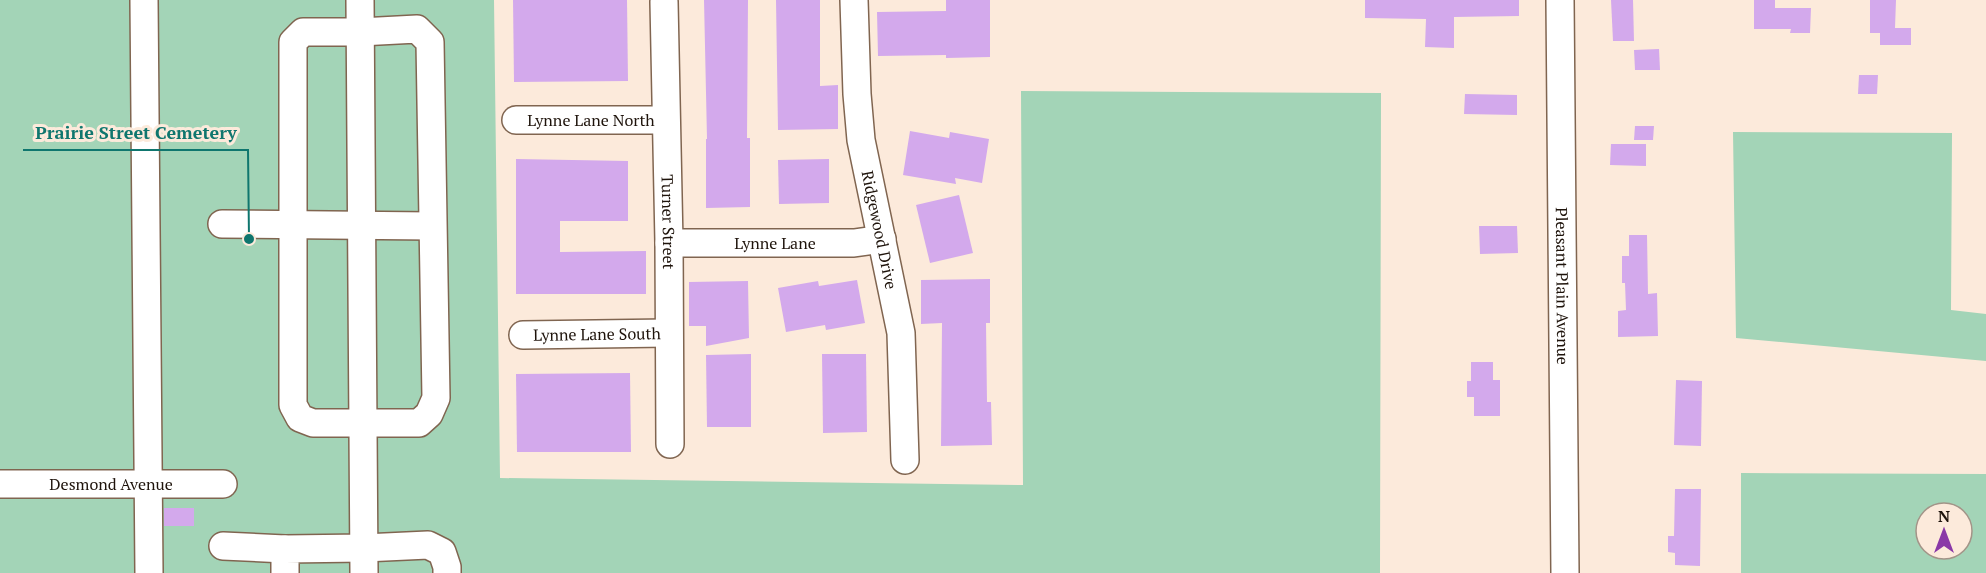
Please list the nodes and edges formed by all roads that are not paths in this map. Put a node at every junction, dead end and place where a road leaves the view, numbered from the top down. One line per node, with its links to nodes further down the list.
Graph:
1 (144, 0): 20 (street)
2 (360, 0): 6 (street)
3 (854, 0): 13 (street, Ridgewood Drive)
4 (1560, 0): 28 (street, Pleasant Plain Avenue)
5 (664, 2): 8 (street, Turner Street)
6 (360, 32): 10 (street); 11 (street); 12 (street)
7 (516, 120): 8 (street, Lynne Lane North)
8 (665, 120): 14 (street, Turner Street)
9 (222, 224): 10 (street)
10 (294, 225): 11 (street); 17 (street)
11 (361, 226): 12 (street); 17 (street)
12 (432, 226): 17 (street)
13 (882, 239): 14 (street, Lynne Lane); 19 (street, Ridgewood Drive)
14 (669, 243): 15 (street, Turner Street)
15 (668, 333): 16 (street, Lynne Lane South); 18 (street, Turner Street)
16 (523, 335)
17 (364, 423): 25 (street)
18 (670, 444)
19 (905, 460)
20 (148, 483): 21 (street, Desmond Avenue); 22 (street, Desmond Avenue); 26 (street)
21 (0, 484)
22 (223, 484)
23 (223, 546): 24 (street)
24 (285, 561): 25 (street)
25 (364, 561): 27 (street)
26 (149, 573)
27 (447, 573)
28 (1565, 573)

#####

→ **Exercise prompt**: Return the material above verbatim, minus the pictures.

→ **Output for this exercise**:
Please list the nodes and edges formed by all roads that are not paths in this map. Put a node at every junction, dead end and place where a road leaves the view, numbered from the top down. One line per node, with its links to nodes further down the list.
Graph:
1 (144, 0): 20 (street)
2 (360, 0): 6 (street)
3 (854, 0): 13 (street, Ridgewood Drive)
4 (1560, 0): 28 (street, Pleasant Plain Avenue)
5 (664, 2): 8 (street, Turner Street)
6 (360, 32): 10 (street); 11 (street); 12 (street)
7 (516, 120): 8 (street, Lynne Lane North)
8 (665, 120): 14 (street, Turner Street)
9 (222, 224): 10 (street)
10 (294, 225): 11 (street); 17 (street)
11 (361, 226): 12 (street); 17 (street)
12 (432, 226): 17 (street)
13 (882, 239): 14 (street, Lynne Lane); 19 (street, Ridgewood Drive)
14 (669, 243): 15 (street, Turner Street)
15 (668, 333): 16 (street, Lynne Lane South); 18 (street, Turner Street)
16 (523, 335)
17 (364, 423): 25 (street)
18 (670, 444)
19 (905, 460)
20 (148, 483): 21 (street, Desmond Avenue); 22 (street, Desmond Avenue); 26 (street)
21 (0, 484)
22 (223, 484)
23 (223, 546): 24 (street)
24 (285, 561): 25 (street)
25 (364, 561): 27 (street)
26 (149, 573)
27 (447, 573)
28 (1565, 573)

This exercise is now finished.